• Get involved.
    We want your input!
    Apply for Membership and join the conversations about everything related to broadcasting.

    After we receive your registration, a moderator will review it. After your registration is approved, you will be permitted to post.
    If you use a disposable or false email address, your registration will be rejected.

    After your membership is approved, please take a minute to tell us a little bit about yourself.
    https://www.radiodiscussions.com/forums/introduce-yourself.1088/

    Thanks in advance and have fun!
    RadioDiscussions Administrators

Questions about Daytime Skywave Skip

I know that after looking at this weather map I should be a few inches away from an AM radio dial doing my curious best to give weight toa vague theory.
But the AM dials -- all of them in town -- are too noisy.
Note that 'fall line' arc along the Appalachian as of 4:30PM ET.
Now, I've received several neat daytime skywave skip stations, both here landlocked PA and back in water-path-enhanced Queens NY, near JFK -- real unlikely stuff both from the NE and the SW along such a front.
Main question (from a guy who flunked both Physics 1 and Physics 2 in HS and had to take both over in the last term) : Are AM reception abnormalities due to much the same reasons as FM oddities during times of temperature 'inversions' or other such extremes?
Thank you for your attention,
M. Kameny, ret then un-ret'd
Brooklyn Tech Physics Dep't
 
Are AM reception abnormalities due to much the same reasons as FM oddities during times of temperature 'inversions' or other such extremes?
It was always explained to me as unusual ionospheric occurrences related to things like sunspots and the like. For example, in recent days many AM DXers noted almost total night skip reception as if the ionosphere had not "activated" for several nights in a row. Explanations had to do with solar storms.
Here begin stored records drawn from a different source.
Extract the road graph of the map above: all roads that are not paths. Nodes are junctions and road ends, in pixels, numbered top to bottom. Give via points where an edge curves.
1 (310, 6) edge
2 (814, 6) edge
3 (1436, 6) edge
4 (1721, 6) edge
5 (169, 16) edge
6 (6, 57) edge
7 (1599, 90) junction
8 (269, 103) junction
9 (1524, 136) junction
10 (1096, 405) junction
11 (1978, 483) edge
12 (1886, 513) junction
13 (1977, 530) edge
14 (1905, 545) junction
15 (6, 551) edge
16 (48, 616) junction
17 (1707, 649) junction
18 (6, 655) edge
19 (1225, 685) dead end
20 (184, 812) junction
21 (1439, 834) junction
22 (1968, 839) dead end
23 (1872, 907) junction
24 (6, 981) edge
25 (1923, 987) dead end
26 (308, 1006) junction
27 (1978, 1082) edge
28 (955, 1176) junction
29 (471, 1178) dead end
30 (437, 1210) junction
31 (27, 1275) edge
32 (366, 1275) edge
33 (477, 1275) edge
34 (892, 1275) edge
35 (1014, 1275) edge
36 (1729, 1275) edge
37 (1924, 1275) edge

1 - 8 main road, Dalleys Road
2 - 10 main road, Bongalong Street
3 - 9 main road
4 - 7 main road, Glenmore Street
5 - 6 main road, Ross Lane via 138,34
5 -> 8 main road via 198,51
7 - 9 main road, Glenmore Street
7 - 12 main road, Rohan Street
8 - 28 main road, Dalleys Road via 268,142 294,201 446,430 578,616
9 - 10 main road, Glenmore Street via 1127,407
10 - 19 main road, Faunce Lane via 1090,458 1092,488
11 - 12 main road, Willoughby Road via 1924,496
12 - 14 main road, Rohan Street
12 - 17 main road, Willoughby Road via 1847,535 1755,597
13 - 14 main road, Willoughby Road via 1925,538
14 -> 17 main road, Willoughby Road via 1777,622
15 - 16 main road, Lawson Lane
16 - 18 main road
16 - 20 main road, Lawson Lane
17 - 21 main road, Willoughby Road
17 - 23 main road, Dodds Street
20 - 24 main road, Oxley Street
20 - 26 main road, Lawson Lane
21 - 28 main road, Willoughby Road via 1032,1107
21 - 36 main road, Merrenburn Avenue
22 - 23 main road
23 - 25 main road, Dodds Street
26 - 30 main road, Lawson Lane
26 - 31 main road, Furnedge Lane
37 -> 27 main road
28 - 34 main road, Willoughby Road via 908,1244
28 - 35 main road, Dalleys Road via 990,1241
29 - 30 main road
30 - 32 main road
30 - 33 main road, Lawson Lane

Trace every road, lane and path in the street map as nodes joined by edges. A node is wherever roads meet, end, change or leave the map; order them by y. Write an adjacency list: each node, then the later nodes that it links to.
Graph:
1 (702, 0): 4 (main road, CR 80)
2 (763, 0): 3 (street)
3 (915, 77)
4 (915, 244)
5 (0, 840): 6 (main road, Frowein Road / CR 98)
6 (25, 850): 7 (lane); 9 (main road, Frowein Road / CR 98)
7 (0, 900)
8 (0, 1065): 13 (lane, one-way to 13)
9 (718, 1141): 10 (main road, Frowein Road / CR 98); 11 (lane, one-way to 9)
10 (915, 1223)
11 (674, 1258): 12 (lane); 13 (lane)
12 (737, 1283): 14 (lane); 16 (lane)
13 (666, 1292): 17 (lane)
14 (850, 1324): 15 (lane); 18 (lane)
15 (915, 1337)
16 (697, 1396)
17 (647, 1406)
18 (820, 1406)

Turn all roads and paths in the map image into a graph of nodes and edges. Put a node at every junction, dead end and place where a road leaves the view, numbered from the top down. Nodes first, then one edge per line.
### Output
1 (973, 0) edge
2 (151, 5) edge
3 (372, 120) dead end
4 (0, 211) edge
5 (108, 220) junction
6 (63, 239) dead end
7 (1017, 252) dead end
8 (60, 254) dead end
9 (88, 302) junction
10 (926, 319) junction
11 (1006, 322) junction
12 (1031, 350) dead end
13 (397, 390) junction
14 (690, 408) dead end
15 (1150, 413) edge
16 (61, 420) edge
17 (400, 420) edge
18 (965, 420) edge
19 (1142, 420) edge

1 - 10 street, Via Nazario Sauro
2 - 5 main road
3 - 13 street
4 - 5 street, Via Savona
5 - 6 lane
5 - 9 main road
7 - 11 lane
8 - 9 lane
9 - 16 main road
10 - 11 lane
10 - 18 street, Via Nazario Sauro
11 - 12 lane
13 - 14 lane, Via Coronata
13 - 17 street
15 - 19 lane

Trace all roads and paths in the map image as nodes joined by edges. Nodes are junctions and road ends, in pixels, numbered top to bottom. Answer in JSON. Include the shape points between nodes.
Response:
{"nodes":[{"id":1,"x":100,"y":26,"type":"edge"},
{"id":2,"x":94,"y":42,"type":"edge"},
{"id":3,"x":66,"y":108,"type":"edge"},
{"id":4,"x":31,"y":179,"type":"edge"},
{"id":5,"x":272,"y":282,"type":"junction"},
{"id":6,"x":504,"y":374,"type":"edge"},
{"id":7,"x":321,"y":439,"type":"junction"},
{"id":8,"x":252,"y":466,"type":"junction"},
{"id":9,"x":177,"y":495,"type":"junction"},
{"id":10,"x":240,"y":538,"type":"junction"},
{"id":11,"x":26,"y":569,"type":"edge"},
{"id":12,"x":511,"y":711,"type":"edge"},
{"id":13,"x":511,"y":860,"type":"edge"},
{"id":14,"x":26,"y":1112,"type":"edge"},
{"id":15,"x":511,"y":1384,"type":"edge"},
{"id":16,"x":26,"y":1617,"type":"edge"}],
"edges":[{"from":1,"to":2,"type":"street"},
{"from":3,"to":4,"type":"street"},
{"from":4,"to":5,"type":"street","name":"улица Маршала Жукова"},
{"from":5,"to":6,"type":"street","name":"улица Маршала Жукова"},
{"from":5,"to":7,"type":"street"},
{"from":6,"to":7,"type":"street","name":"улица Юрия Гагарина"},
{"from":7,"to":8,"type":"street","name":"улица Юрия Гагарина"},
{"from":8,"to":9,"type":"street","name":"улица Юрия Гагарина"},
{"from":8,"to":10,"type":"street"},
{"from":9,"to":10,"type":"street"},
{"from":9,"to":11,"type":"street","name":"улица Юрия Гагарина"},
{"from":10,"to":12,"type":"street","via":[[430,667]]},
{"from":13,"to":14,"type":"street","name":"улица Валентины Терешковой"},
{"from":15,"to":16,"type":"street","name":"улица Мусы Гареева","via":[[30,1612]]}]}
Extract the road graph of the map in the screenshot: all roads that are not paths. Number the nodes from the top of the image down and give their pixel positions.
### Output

I am not a scientist or a physicist so this is pass-along information I picked up from those who knew a lot more about this.
 
I've always thought AM skywave reception had nothing to do with weather conditions because the skip is caused by layers of the atmosphere so much farther up.

Shortwave reception has been lousy the past couple days too.
 
I've always thought AM skywave reception had nothing to do with weather conditions because the skip is caused by layers of the atmosphere so much farther up.
That's my impression, too.

What confuses the situation is that a lot of AM DX depends on lower noise levels, and those definitely can be raised by low level storms, lightening and the like.
 
AM (Medium Wave) enhanced daytime reception would have nothing to do with surface weather conditions (with the exception of lightning crashes). Sometimes in winter, the ionosphere doesn't fully deactivate, and some measure of skip can hang in all day. That was also noticeable due to the 2017 eclipse in areas of totality. Daytime skip is my favorite DX.
 
My understanding is that cloud cover has no effect on radio reception at all unless there's electrical activity taking place in the clouds, and even then, that's no factor on FM. I've never noticed any degradation of reception of SiriusXM satellite radio on cloudy days, but I've read that satellite TV reception is affected by clouds. Is that true, and if so, why?
 
During the total eclipse on February 26, 1979(my mother's birthday), I tuned across the dial and found that nighttime reception had returned. It was only a short time after sunrise, so I don't know whether or not that entered into the equation.
 
During the total eclipse on February 26, 1979(my mother's birthday), I tuned across the dial and found that nighttime reception had returned. It was only a short time after sunrise, so I don't know whether or not that entered into the equation.
I don't remember that one. Where were you located? The one I experienced in August 2017 in East Tennessee did have night-time-like reception but it was happening west-to-east, with the first station noted being KXEL.
 
During the total eclipse on February 26, 1979(my mother's birthday), I tuned across the dial and found that nighttime reception had returned. It was only a short time after sunrise, so I don't know whether or not that entered into the equation.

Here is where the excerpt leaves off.